Review Comment:
Summary
I thank the authors for answering my questions. In this paper, the authors propose using a many-sort logic to formalize the semantics of qualifiers in Wikidata. In Section 1.1, exemplifies rules that apply to Wikidata statements without considering qualifiers, and then, in Section 1.2, they exemplify how these rules can be modified to consider also information provided in statement qualifiers. Since Wikidata consists of so many qualifiers (more than 9000 according to the authors), they propose to organize them in five categories, so qualifiers in the same category can be treated similarly, are in separate sorts. They describe some inference rules over these five sorts, and some operations that can be applied for each sort. For example, the intersection between time ranges can be done for the sort of statement context.
Originality
It is not easy for me to identify the main contribution of this paper. Thus, I cannot say this paper is original. The general idea of having multi-sort relations to represent the semantics of statement and qualifiers does not seem novel. For instance, tracking provenance from rules is well known. It appears that the provenance sort is not needed to be added to the paper. Similarly, the intersection used to combine the V sort is not new, since the conjunction of literals in a rule implies intersection of contexts.
Relevance
It is relevant because reasoning over qualifiers can improve our capacities to make inferences over Wikidata, or to validate current data.
Quality
After the revision, I still see some major issues:
Issue 1: No translation from qualifiers to sorts
Definitions in Section 3 improved regarding the previous submission. Now it is clear that a graph G is a set of statements of the form (s,p,v, {q₁:v₁,...,qₙ:vₙ}), which are interpreted as terms of the form st(s,p,v, t₁,...,tₖ}) where for each i ∈ {1,...,k}, tᵢ belongs to a sort Sᵢ. However, I do not see the specification for this translation for the concrete case of Wikidata, which includes so many qualifiers. The specification sounds so abstract if we want to solve concrete problems that require inference. I would have been satisfied even if such a translation had been described for a small number of relevant qualifiers.
Issue 2: SomeValue
Even if this function from statements to terms is given, and we only consider terms, it is unclear how inference is performed because the set defined by sorts is not fully specified. To see this, let us consider only the sort V, but restricted to the temporal qualifiers "start time" and "end time" in Table 1. And the sort V contains then only values defined as follows:
V :=
emptyValidity() |
timeValidity(time) |
setTime(V, time) |
inter(V, V)
where time denotes the set including the ordered set of times and additional values to encode values as NoValue and SomeValue that can be given in qualifiers, as is stated in lines 3-4 and 13-14, page 9. Since the interpretation function from statements to terms is not given, I wonder how NoValue and SomeValue are translated. I expect that the statements
S₁ := (a, p, b, {start time: 2022, end time: NoValue}),
S₂ := (b, p, c, {start time: 2021, end time: SomeValue}),
are respectively interpreted as the terms
T₁ := (a, p, b, I₁),
T₂ := (b, p, c, I₂),
where
I₁ := interval(2022, NoValue),
I₂ := interval(2021, SomeValue).
Doing so I mean that (a, p, b) is valid at every point of time since 2022, ant (b, p, c) is valid from 2021 to some value which exists, but it is unknown. From this semantics for terms T₁ and T₁ we can conclude that intervals I₁ and I₂ are not mutually contained. That is, includes(I₁, I₂) is false because interval I₁ includes all points of time since 2022, whereas interval I₂ does not, since there exists an unknown point of time t such that times after t are not included in I₂.
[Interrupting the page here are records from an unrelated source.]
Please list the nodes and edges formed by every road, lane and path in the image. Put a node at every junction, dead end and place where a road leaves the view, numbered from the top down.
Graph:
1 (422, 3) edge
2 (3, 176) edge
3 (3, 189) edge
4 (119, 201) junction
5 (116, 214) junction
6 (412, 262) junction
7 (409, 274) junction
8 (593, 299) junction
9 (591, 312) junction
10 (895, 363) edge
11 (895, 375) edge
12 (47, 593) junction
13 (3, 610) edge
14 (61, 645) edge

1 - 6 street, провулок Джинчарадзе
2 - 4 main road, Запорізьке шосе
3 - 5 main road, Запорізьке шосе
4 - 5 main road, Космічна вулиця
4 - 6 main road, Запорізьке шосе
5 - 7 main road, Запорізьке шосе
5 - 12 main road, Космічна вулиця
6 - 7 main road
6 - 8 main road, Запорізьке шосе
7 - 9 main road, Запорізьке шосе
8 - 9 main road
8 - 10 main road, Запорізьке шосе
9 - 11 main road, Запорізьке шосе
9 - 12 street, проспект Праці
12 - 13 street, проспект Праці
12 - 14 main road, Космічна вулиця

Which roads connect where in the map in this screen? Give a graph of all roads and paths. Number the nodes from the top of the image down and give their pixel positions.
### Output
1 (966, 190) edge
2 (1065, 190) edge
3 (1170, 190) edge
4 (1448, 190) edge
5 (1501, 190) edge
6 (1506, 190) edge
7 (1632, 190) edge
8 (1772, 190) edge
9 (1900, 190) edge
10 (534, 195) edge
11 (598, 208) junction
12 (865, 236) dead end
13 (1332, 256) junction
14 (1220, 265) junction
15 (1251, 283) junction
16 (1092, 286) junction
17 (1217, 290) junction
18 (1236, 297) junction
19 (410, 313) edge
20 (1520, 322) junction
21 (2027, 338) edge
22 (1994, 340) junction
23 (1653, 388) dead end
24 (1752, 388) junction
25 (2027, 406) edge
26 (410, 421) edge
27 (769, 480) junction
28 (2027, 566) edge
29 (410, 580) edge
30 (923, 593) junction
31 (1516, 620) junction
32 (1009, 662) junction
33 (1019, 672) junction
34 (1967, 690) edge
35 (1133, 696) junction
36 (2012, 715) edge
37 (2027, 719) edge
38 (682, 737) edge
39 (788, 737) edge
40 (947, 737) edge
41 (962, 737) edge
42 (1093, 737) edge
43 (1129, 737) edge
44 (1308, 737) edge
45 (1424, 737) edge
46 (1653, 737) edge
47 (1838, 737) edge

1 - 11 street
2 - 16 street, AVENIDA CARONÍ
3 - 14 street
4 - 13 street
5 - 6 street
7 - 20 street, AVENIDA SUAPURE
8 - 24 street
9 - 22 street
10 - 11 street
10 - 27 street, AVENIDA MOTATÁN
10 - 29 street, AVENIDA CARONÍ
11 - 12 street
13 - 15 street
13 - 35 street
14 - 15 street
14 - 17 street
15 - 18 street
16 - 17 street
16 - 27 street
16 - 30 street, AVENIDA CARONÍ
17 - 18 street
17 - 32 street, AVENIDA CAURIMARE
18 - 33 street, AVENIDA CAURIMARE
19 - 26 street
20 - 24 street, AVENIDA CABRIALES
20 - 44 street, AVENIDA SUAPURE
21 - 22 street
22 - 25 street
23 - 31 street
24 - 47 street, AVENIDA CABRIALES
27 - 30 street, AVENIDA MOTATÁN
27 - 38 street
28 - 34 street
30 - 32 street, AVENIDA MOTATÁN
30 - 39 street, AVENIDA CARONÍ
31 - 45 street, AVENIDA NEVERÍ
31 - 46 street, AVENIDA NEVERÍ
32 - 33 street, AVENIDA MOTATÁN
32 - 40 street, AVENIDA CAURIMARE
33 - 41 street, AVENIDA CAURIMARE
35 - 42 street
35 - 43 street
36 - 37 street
Values NoValue and SomeValue are not provided in Table 1, rules in Appendix A, nor code in Appendix B. Instead, the value undefined is presented in Appendix A and Appendix B. Then, I can imagine that statements S₁ and S₂ are codified as the following terms
T₃: (a, p, b, I₃),
T₄: (b, p, c, I₄),
where
I₃ := interval(2022, undefined),
I₄ := interval(2021, undefined).
However, in lines 37-39, page 9, it is said that undefined means it is valid everywhere. Under this "everywhere" semantics for "undefined" interval I₁ is included on interval I₂.
It is not clear that the proposed method supports the SomeValue semantics, as it is claimed in page 9. Furthermore, consider the following two time intervals:
I₅ := interval(SomeValue, 2022),
I₆ := interval(2010, SomeValue).
What is the expected intersection of these two time contexts? We cannot know. It can be empty, or it can contain some time. Hence, SomeValue introduces non-determinism which is not considered in this manuscript, and has been studied largely in the literature of relational databases with existential null values.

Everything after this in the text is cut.